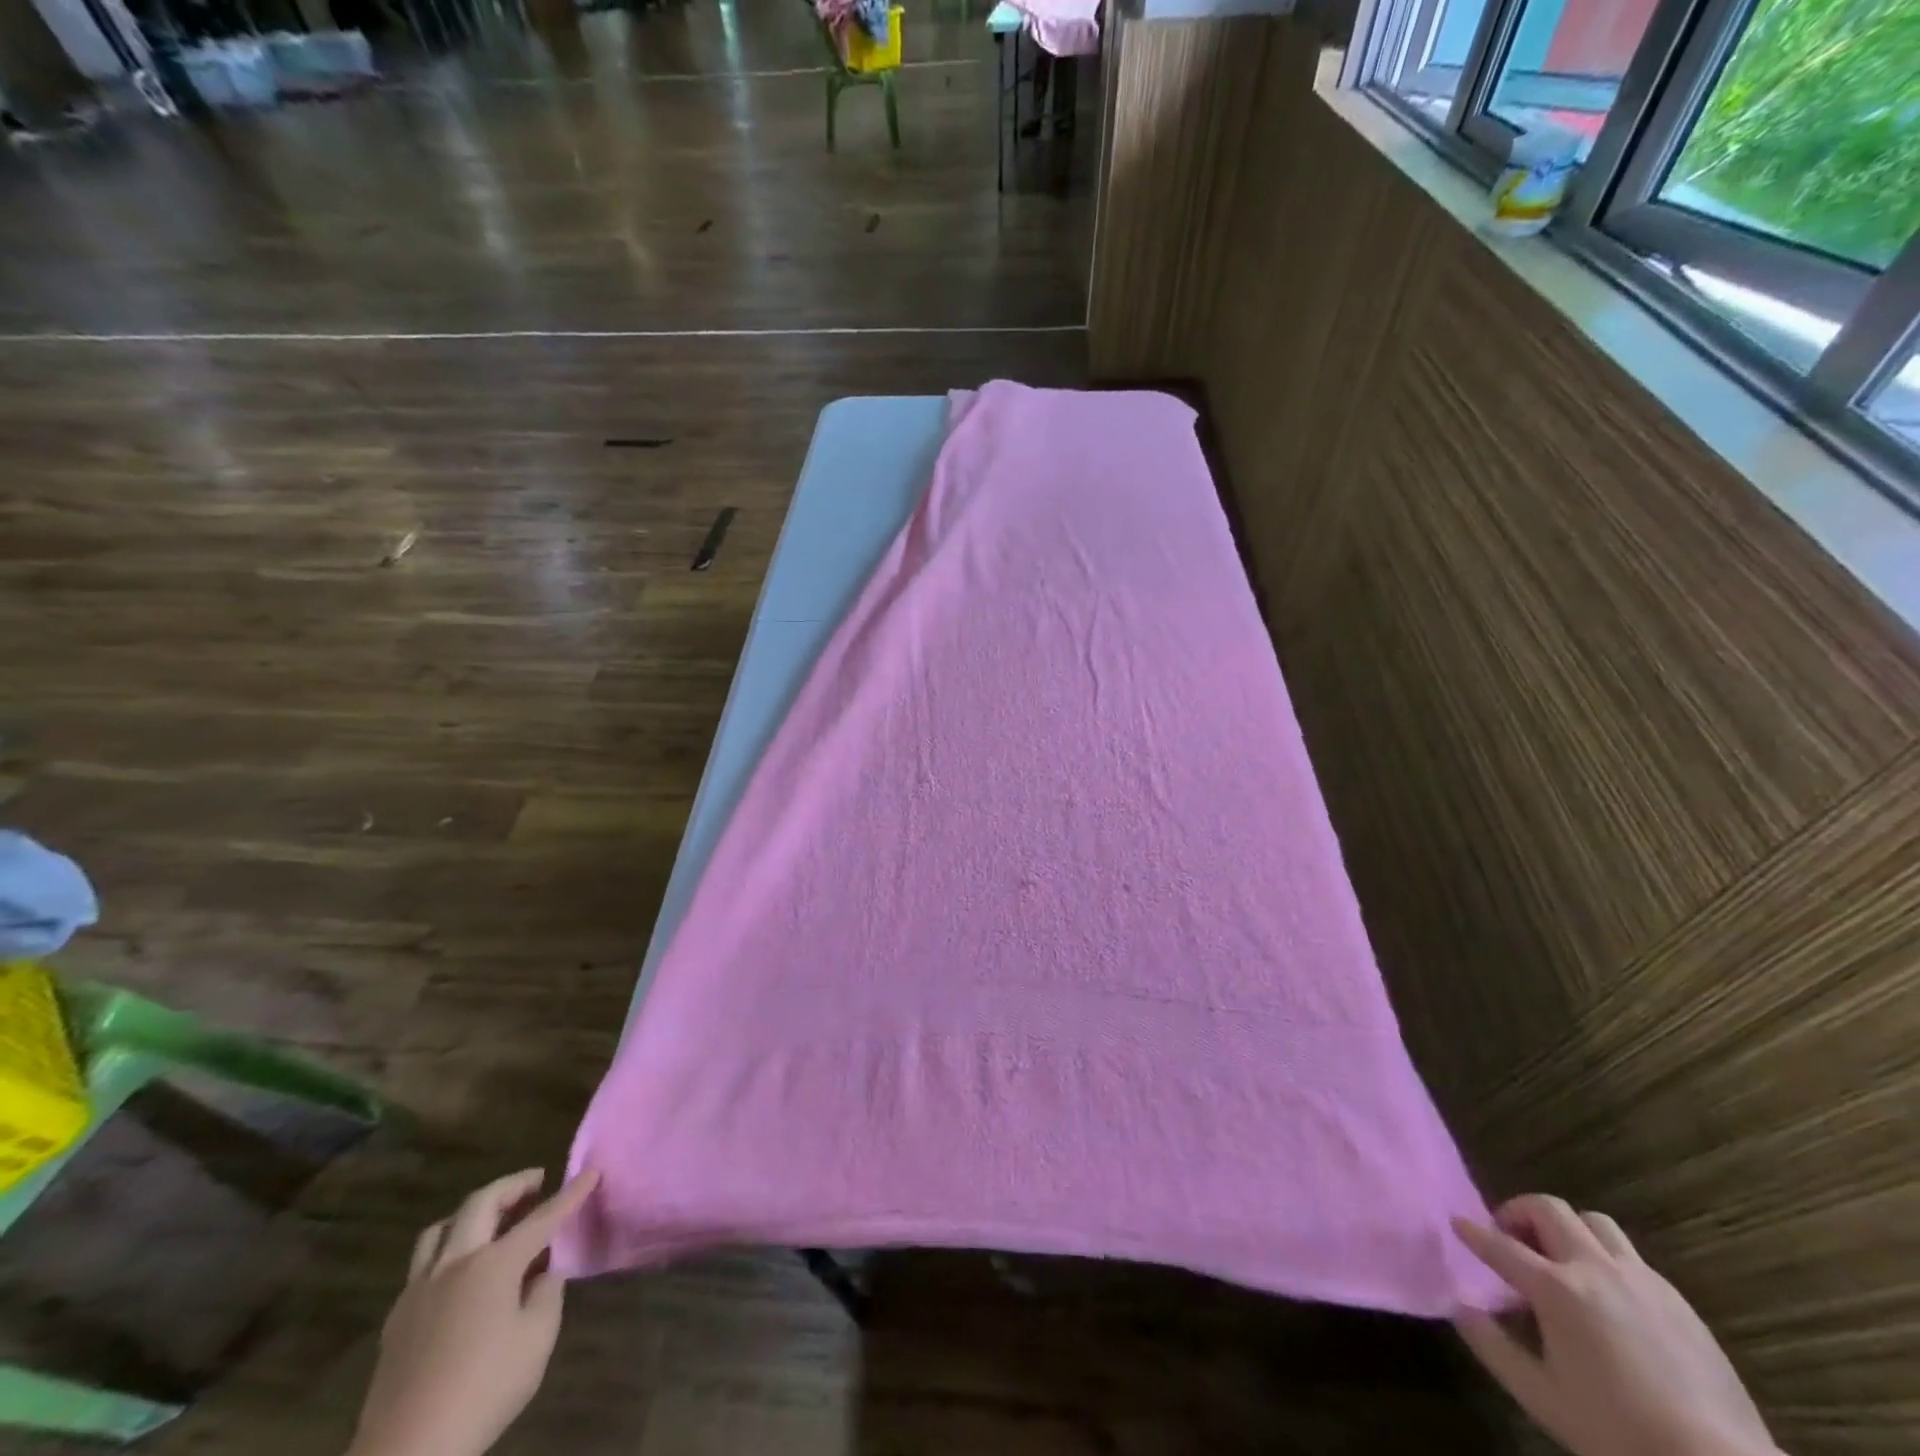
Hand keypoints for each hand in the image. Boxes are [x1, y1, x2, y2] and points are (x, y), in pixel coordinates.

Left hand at [350, 1168, 600, 1455]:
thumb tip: (543, 1270)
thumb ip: (546, 1292)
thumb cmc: (484, 1390)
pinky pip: (424, 1262)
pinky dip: (449, 1247)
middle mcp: (454, 1264)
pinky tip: (461, 1270)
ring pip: (442, 1227)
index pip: (542, 1217)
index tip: (591, 1172)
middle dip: (514, 1185)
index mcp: (493, 1265)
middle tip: (537, 1182)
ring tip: (494, 1218)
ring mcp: (419, 1289)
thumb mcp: (537, 1339)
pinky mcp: (398, 1317)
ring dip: (473, 1211)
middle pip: (482, 1203)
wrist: (408, 1451)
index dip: (571, 1193)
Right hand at [1452, 1195, 1776, 1455]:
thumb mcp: (1541, 1397)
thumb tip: (1460, 1307)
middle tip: (1511, 1238)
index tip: (1457, 1222)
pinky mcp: (1678, 1301)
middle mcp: (1595, 1269)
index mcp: (1557, 1289)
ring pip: (1594, 1222)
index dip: (1473, 1232)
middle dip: (1519, 1212)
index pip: (1500, 1245)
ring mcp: (1642, 1281)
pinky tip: (1609, 1297)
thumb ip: (1492, 1346)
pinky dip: (1605, 1259)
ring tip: (1561, 1258)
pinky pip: (1631, 1257)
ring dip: (1567, 1229)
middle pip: (1548, 1208)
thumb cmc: (1620, 1435)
##########
# [Prompt]
Please repeat the lines above exactly, beginning with the line that contains "index dip: (1473, 1232)" and ending with the final one.

# [Response to the exercise]
index dip: (1473, 1232)
middle dip: (1519, 1212)
index pip: (1500, 1245)
ring mcp: (1642, 1281)
pinky tip: (1609, 1297)
thumb ip: (1492, 1346)
pinky dip: (1605, 1259)
ring tip: (1561, 1258)
pinky pip: (1631, 1257)
ring dip: (1567, 1229)
middle pip: (1548, 1208)
thumb cmc: (1620, 1435)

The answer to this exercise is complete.